## Requirement
Report how many lines below include the string "name". Please keep the reply to that number.
[[ Data provided open ]]
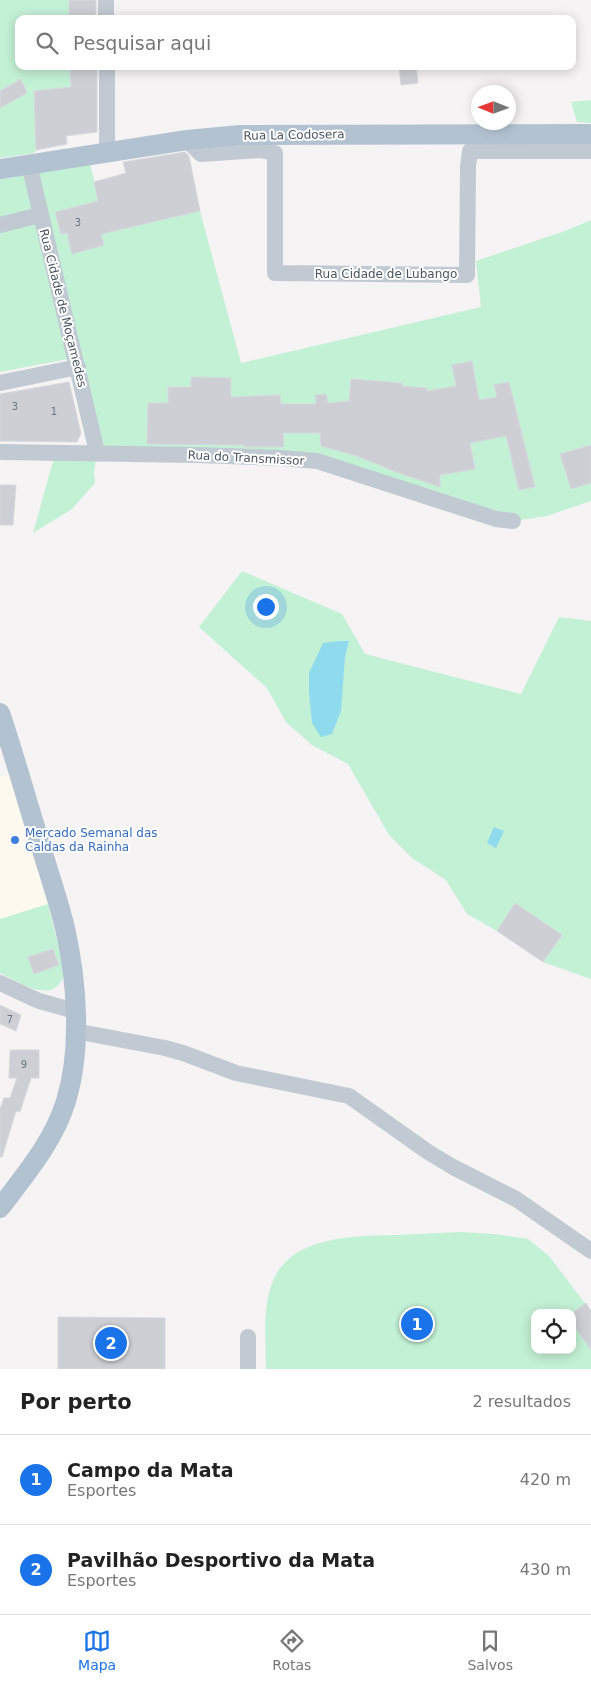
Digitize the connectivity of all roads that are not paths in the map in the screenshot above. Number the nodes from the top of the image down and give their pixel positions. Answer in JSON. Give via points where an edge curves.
{"nodes":[{"id":1,"x":106,"y":0,"type":"edge"},
{"id":2,"x":106,"y":15,"type":"edge"},
{"id":3,"x":106,"y":70,"type":"edge"},
{"id":4,"x":591,"y":134,"type":"edge"},
{"id":5,"x":187,"y":140,"type":"junction"},
{"id":6,"x":591,"y":151,"type":"edge"},
{"id":7,"x":107,"y":153,"type":"junction"},
{"id":8,"x":29,"y":164,"type":"junction"},
{"id":9,"x":0,"y":169,"type":"edge"},
{"id":10,"x":40,"y":215,"type":"junction"},
{"id":11,"x":0,"y":225,"type":"edge"},
{"id":12,"x":78,"y":368,"type":"junction"},
{"id":13,"x":0,"y":383,"type":"edge"},
{"id":14,"x":0,"y":452,"type":"edge"},
{"id":15,"x":97,"y":452,"type":"junction"},
{"id":16,"x":513,"y":521,"type":"dead end"},
{"id":17,"x":0,"y":713,"type":"edge"},
{"id":18,"x":0,"y":983,"type":"edge"},
{"id":19,"x":75,"y":1011,"type":"junction"},
{"id":20,"x":75,"y":1031,"type":"junction"},
{"id":21,"x":0,"y":1208,"type":"edge"},
{"id":22,"x":591,"y":1250,"type":"edge"},
{"id":23,"x":248,"y":1337,"type":"dead end"},
{"id":24,"x":248,"y":1369,"type":"edge"}],
"edges":[{"from":1,"to":2,"type":"street"},
{"from":3,"to":7,"type":"street"},
{"from":4,"to":5,"type":"main road","name":"Rua La Codosera","via":[[240,135]]},
{"from":5,"to":6,"type":"street","name":"Rua Cidade de Lubango","via":[[201,154],[260,150],[276,153],[276,273],[467,275],[470,151]]},
{"from":5,"to":7,"type":"main road","name":"Rua La Codosera"},
{"from":7,"to":8,"type":"main road","name":"Rua La Codosera"},
{"from":8,"to":9,"type":"main road","name":"Rua La Codosera"},
{"from":8,"to":10,"type":"street","name":"Rua Cidade de Moçamedes"},
{"from":10,"to":11,"type":"street"},
{"from":10,"to":12,"type":"street","name":"Rua Cidade de Moçamedes"},
{"from":12,"to":13,"type":"street"},
{"from":12,"to":15,"type":"street","name":"Rua Cidade de Moçamedes"},
{"from":14,"to":15,"type":"street","name":"Rua do Transmissor"},
{"from":15,"to":16,"type":"street","name":"Rua do Transmissor","via":[[317,461],[496,519]]},
{"from":17,"to":19,"type":"main road","via":[[64,928]]},
{"from":18,"to":19,"type":"street"},
{"from":19,"to":20,"type":"main road"},
{"from":20,"to":21,"type":"main road","via":[[71,1080],[63,1110],[42,1149]]},
{"from":20,"to":22,"type":"street","via":[[165,1048],[236,1073],[349,1096],[428,1152],[516,1199]]},
{"from":23,"to":24,"type":"street"}]}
[[ Data provided closed ]]
## Response below
10